* _TASK_
Leaving the images aside, print every record in the material exactly.
>>>>
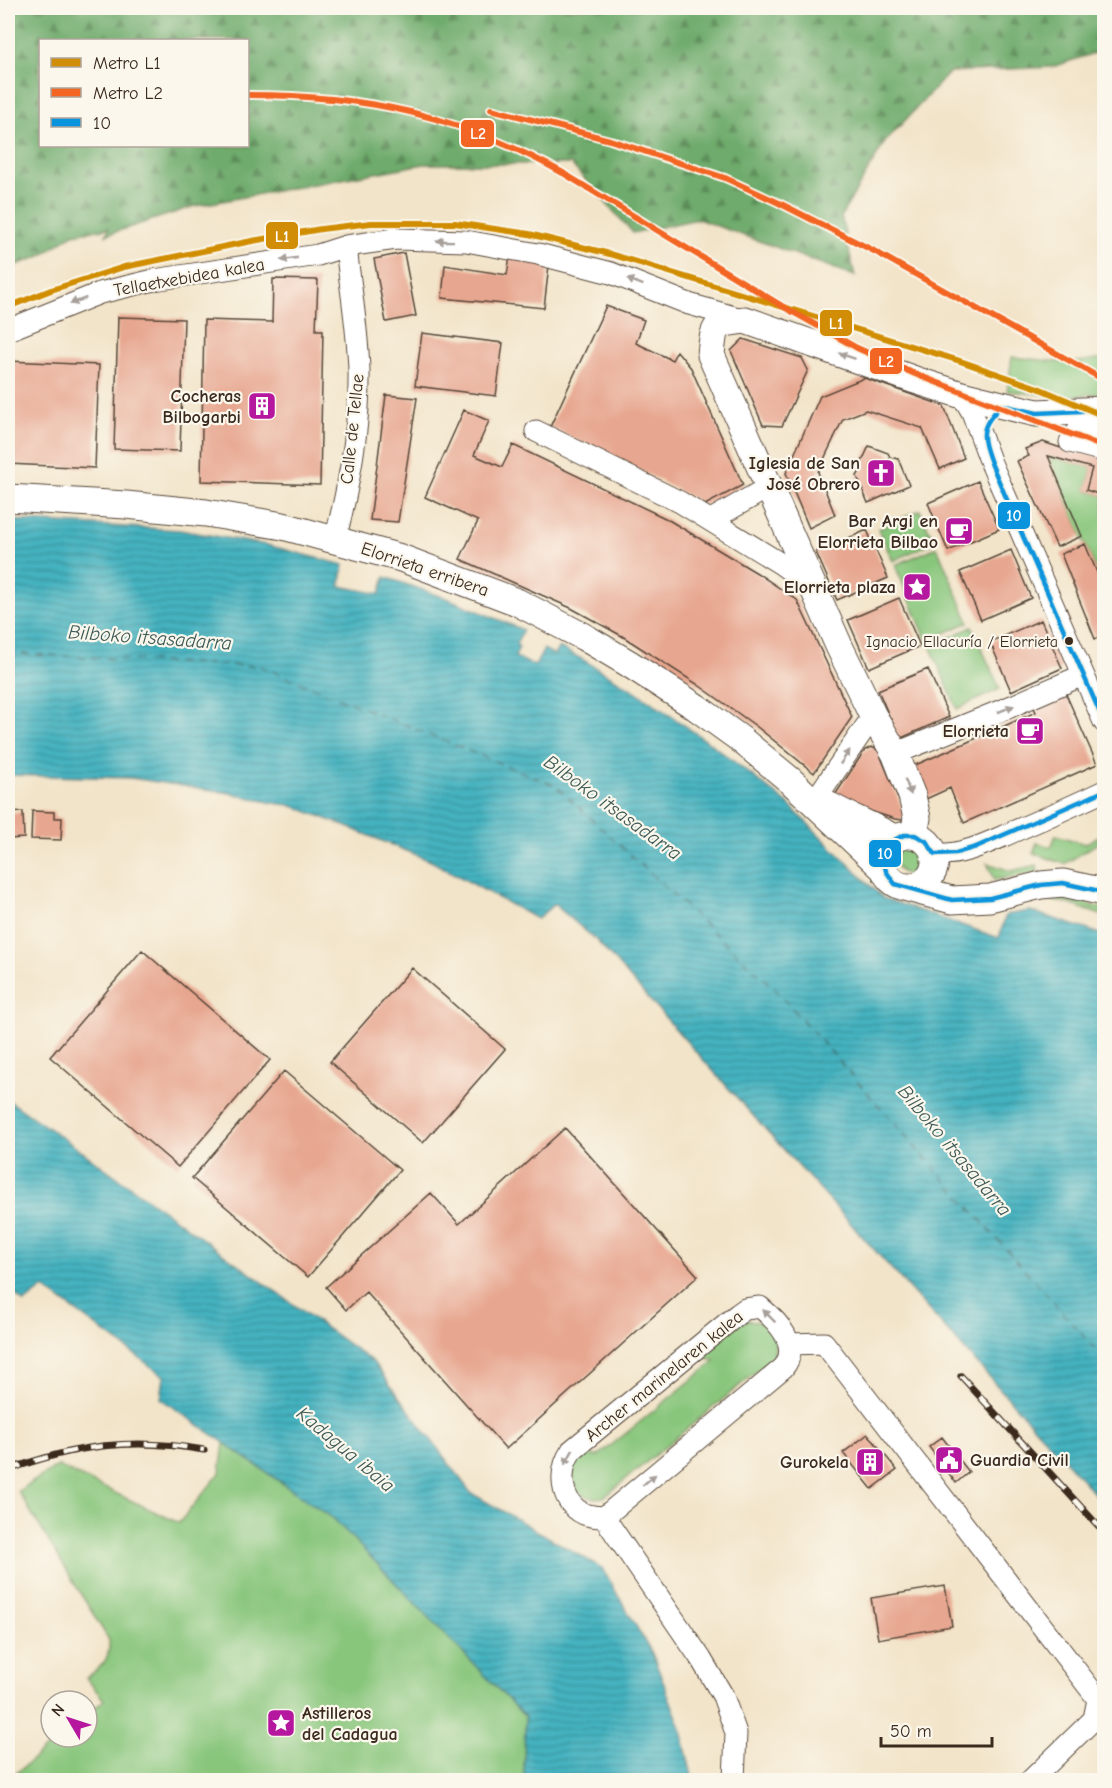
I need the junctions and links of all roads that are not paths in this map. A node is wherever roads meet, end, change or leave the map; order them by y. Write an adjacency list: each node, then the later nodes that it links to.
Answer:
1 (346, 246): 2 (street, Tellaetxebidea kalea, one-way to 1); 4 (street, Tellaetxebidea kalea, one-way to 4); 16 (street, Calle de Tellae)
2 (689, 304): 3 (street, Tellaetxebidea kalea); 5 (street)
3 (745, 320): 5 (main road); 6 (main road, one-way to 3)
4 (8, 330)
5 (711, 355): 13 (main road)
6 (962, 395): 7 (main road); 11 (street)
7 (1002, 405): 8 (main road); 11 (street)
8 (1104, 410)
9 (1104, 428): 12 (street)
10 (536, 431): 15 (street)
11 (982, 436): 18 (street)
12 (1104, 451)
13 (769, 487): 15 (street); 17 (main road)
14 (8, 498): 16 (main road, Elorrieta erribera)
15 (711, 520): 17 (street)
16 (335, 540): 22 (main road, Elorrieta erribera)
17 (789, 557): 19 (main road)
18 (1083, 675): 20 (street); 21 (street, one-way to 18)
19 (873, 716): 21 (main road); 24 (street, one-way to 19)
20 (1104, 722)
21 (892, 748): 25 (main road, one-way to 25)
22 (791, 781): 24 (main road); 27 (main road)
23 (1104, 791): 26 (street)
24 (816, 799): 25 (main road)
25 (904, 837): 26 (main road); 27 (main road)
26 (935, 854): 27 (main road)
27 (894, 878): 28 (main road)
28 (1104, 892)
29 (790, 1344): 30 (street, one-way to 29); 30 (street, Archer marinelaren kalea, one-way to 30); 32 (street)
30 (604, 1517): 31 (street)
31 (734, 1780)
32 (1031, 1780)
<<<<
* _TASK RESULT_
I need the junctions and links of all roads that are not paths in this map. A node is wherever roads meet, end, change or leave the map; order them by y. Write an adjacency list: each node, then the later nodes that it links to.
Answer:
1 (346, 246): 2 (street, Tellaetxebidea kalea, one-way to 1); 4 (street, Tellaetxebidea kalea, one-way to 4); 16 (street, Calle de Tellae)
2 (689, 304): 3 (street, Tellaetxebidea kalea); 5 (street)
3 (745, 320): 5 (main road); 6 (main road, one-way to 3)
4 (8, 330)
5 (711, 355): 13 (main road)
6 (962, 395): 7 (main road); 11 (street)
7 (1002, 405): 8 (main road); 11 (street)
8 (1104, 410)
9 (1104, 428): 12 (street)
10 (536, 431): 15 (street)
11 (982, 436): 18 (street)
12 (1104, 451)
13 (769, 487): 15 (street); 17 (main road)
14 (8, 498): 16 (main road, Elorrieta erribera)
15 (711, 520): 17 (street)
16 (335, 540): 22 (main road, Elorrieta erribera)
17 (789, 557): 19 (main road)
18 (1083, 675): 20 (street); 21 (street, one-way to 18)
19 (873, 716): 21 (main road); 24 (street, one-way to 19)
20 (1104, 722)
21 (892, 748): 25 (main road, one-way to 25)
22 (791, 781): 24 (main road); 27 (main road)
23 (1104, 791): 26 (street)
24 (816, 799): 25 (main road)
25 (904, 837): 26 (main road); 27 (main road)
26 (935, 854): 27 (main road)
27 (894, 878): 28 (main road)
28 (1104, 892)
29 (790, 1344): 30 (street, one-way to 29); 30 (street, Archer marinelaren kalea, one-way to 30); 32 (street)
30 (604, 1517): 31 (street)
31 (734, 1780)
32 (1031, 1780)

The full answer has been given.